Shambles maintained her speed, looked at him more closely since he’d cinched his eyes. She didn’t understand what he was doing at Damascus in the first place: he was sick, no doubt seriously sick, yet here he was in the bar’s bathroom with his pants around his ankles.

Someone jiggled the locked door and knocked on it.

“Just a minute,” Shambles said, increasing her speed.

No Eyebrows moaned feebly. Grinned. Remembering when his wife used to touch his body. He’d taken it all for granted, every fingertip traipsing across his skin. The way his wife, Sally, used to run her hands through his hair when he couldn’t sleep, and now there was no hair, no wife, no daughter, no chance of living more than another couple months.

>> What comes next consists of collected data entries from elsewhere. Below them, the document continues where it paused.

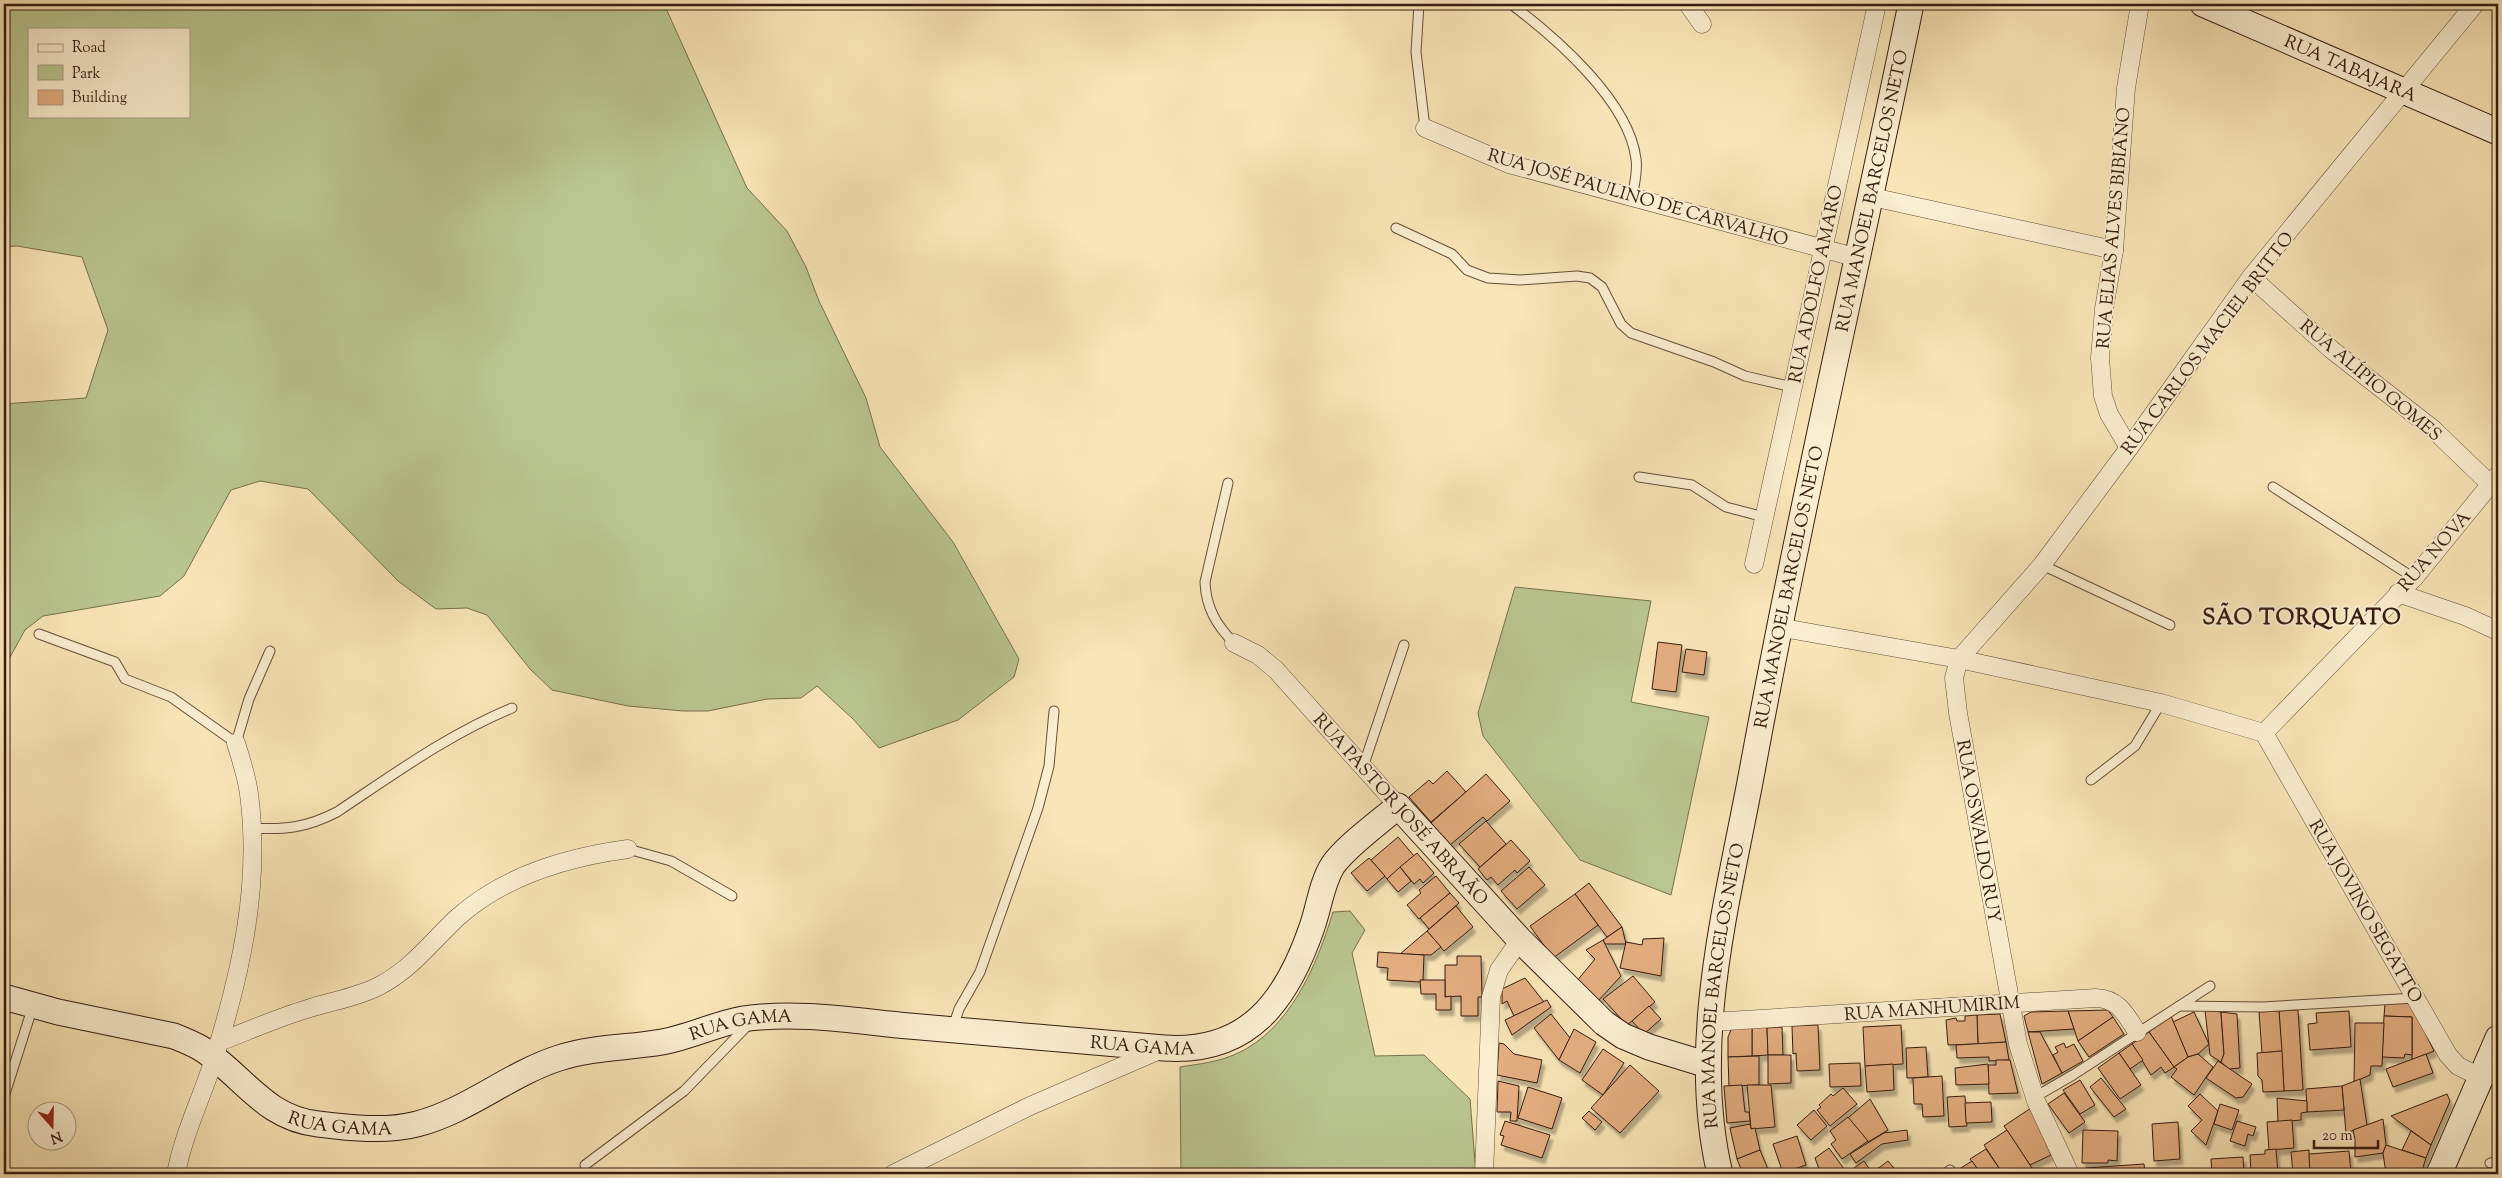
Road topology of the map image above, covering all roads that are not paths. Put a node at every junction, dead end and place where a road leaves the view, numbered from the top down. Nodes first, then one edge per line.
1 (1419, 4) edge
2 (1511, 4) edge
3 (1688, 4) edge
4 (1877, 4) edge
5 (1911, 4) edge
6 (2140, 4) edge
7 (2203, 4) edge
8 (2475, 4) edge
9 (1702, 24) dead end
10 (2405, 91) junction
11 (1425, 128) joint
12 (2498, 132) edge
13 (1872, 197) junction
14 (1632, 198) junction
15 (1396, 228) dead end
16 (1823, 249) junction
17 (2114, 250) junction
18 (1858, 258) junction
19 (2251, 277) junction
20 (1792, 387) junction
21 (2129, 448) junction
22 (1639, 476) dead end
23 (2494, 479) edge
24 (1228, 483) dead end
25 (2273, 487) dead end
26 (1764, 517) junction
27 (1754, 564) dead end
28 (2042, 565) junction
29 (2414, 578) junction
30 (2398, 593) junction
31 (2170, 625) dead end
32 (1778, 627) junction
33 (2498, 631) edge
34 (39, 634) dead end
35 (1234, 643) joint
36 (1404, 645) dead end
37 (270, 651) dead end
38 (1926, 653) junction
39 (1959, 659) junction
40 (1956, 700) junction
41 (2161, 703) junction
42 (512, 708) dead end
43 (1054, 711) dead end
44 (2264, 733) junction
45 (236, 743) junction
46 (1363, 767) junction
47 (2091, 780) dead end
48 (1398, 806) junction
49 (251, 828) junction
50 (628, 849) joint
51 (732, 896) dead end
52 (1520, 940) junction
53 (2210, 986) dead end
54 (4, 997) edge
55 (2415, 998) junction
56 (2010, 1003) junction
57 (33, 1006) junction
58 (2179, 1006) junction
59 (755, 1018) junction
60 (1711, 1022) junction
61 (953, 1030) junction
62 (2137, 1032) junction
63 (2497, 1042) edge
64 (1164, 1048) junction
65 (216, 1050) junction
66 (1708, 1065) junction
67 (2480, 1077) junction
68 (4, 1097) edge
69 (2035, 1097) junction
70 (585, 1165) dead end
71 (176, 1174) edge
72 (893, 1174) edge
73 (1484, 1174) edge
74 (1720, 1174) edge
75 (2070, 1174) edge
76 (2439, 1174) edge

1 - 11 lane, RUA JOSÉ PAULINO DE CARVALHO
2 - 14 lane
3 - 9 street
4 - 16 street, RUA ADOLFO AMARO
5 - 13 street, RUA MANOEL BARCELOS NETO
6 - 17 street, RUA ELIAS ALVES BIBIANO
7 - 10 street, RUA TABAJARA
8 - 10 street, RUA CARLOS MACIEL BRITTO
10 - 12 street, RUA TABAJARA
10 - 19 street, RUA CARLOS MACIEL BRITTO
11 - 14 street, RUA JOSÉ PAULINO DE CARVALHO
13 - 17 street
13 - 18 street, RUA MANOEL BARCELOS NETO
14 - 16 street, RUA JOSÉ PAULINO DE CARVALHO
15 - 20 lane
16 - 18 street, RUA JOSÉ PAULINO DE CARVALHO
16 - 20 street, RUA ADOLFO AMARO
17 - 21 street, RUA ELIAS ALVES BIBIANO
18 - 32 street, RUA MANOEL BARCELOS NETO
19 - 21 street, RUA CARLOS MACIEL BRITTO
19 - 23 street, RUA ALÍPIO GOMES
20 - 26 street, RUA ADOLFO AMARO
21 - 28 street, RUA CARLOS MACIEL BRITTO
22 - 26 lane
23 - 29 street, RUA NOVA
24 - 35 lane, RUA PASTOR JOSÉ ABRAÃO
25 - 29 lane
26 - 27 street, RUA ADOLFO AMARO
28 - 31 lane
28 - 39 street, RUA CARLOS MACIEL BRITTO
29 - 30 street, RUA NOVA
30 - 33 street
30 - 44 street, RUA NOVA
32 - 38 street
32 - 60 street, RUA MANOEL BARCELOS NETO
34 - 45 lane
35 - 46 street, RUA PASTOR JOSÉ ABRAÃO
36 - 46 lane
37 - 45 lane
38 - 39 street
38 - 40 street
39 - 40 street, RUA OSWALDO RUY
39 - 41 street
40 - 56 street, RUA OSWALDO RUY
41 - 44 street
41 - 47 lane
42 - 49 lane
43 - 61 lane
44 - 55 street, RUA JOVINO SEGATTO
45 - 49 street
46 - 48 street, RUA PASTOR JOSÉ ABRAÃO
48 - 52 street, RUA PASTOR JOSÉ ABRAÃO
48 - 64 street, RUA GAMA
49 - 65 street
50 - 51 lane
50 - 65 street
52 - 66 street, RUA PASTOR JOSÉ ABRAÃO
52 - 73 street
53 - 58 lane
54 - 57 street, RUA GAMA
55 - 58 lane
55 - 67 street, RUA JOVINO SEGATTO
56 - 60 street, RUA MANHUMIRIM
56 - 62 street, RUA MANHUMIRIM
56 - 69 street, RUA OSWALDO RUY
57 - 65 street, RUA GAMA
57 - 68 lane
58 - 62 lane
59 - 61 street, RUA GAMA
59 - 65 street, RUA GAMA
59 - 70 lane
60 - 66 street, RUA MANOEL BARCELOS NETO
61 - 64 street, RUA GAMA
62 - 69 lane
63 - 67 street
64 - 72 street
65 - 71 street
66 - 74 street, RUA MANOEL BARCELOS NETO
67 - 76 street
69 - 75 street, RUA OSWALDO RUY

He’d removed himself from his family, vanishing from the North Bay into San Francisco, because what was the point of prolonging a life mired in illness? Why postpone death, if it was the only way to hush the squealing reality that he’d never see his daughter grow up? He stopped going to his appointments at the hospital. Prescriptions unfilled. Phone calls never returned. If these were his last weeks, he wouldn’t waste them saving himself.

Now No Eyebrows glanced at Shambles, who averted her gaze to the ceiling’s wavering light. For some reason it was harder to resist eye contact with him—something about his whole honest spiel, the way his disease was exposed while the rest of us tried to veil our glitches and bankruptcies and stale sins. Shambles found him enticing, which hadn’t happened in a long time, a man seeming to be anything but a danger, a liability.

Someone knocked on the door again.

“More time,” Shambles said.

“Why can’t I touch you?” No Eyebrows said.

Her hand slowed down. She wanted to look at him but beat back the urge. “It’s one of my rules.”

“I know. But I’m wondering why.”

Still resisting, her eyes fixed on the shuddering light: “Because I’m not a whore.”

“How would that make you a whore if I touched your shoulder?”

“Don’t touch my shoulder.”

“I’m not going to.”

“Do you want me to stop?” She let go of him and he shook his head. “Then don’t ask any more questions.”

“Please, I need you to touch me.”

“No more questions.” She fumbled for it, squeezed it harder. “Do you like that?” she said, and he said, “Don’t stop touching me,” and someone knocked on the door again and No Eyebrows threw his head back: every disappearing detail of his disappearing life dwindled while Shambles touched his body, and he felt pleasure, actual pleasure, this was the first hand on him in months that didn’t belong to a doctor or nurse, and thirty seconds later he came, gasping for air and life and hope.


She let a few moments go by so he could gather himself, then Shambles turned around to wash her hands, using Damascus’s green soap that smelled like menthol cigarettes. Finally, she let herself look him in the eyes and asked, “Why were you asking about my touching rule?”

“I don’t understand it.”

“I don’t know you.”

“I don’t know you either, and I need you to touch me,” No Eyebrows said.


He pointed at his face. “Do you know who wants to touch this monster?”

She didn’t say anything, shook her head slowly. She saw his disease all over him, and she wondered what he saw in her. Probably a has-been, a hooker. She couldn’t blame him. Her sicknesses were harder to inspect, caged under the skin, captives within a captive.

“No one wants to touch me,” he said.

“I want to.” She didn’t know what else to say, what was there to say? “You’re not a monster; lots of people are sick.”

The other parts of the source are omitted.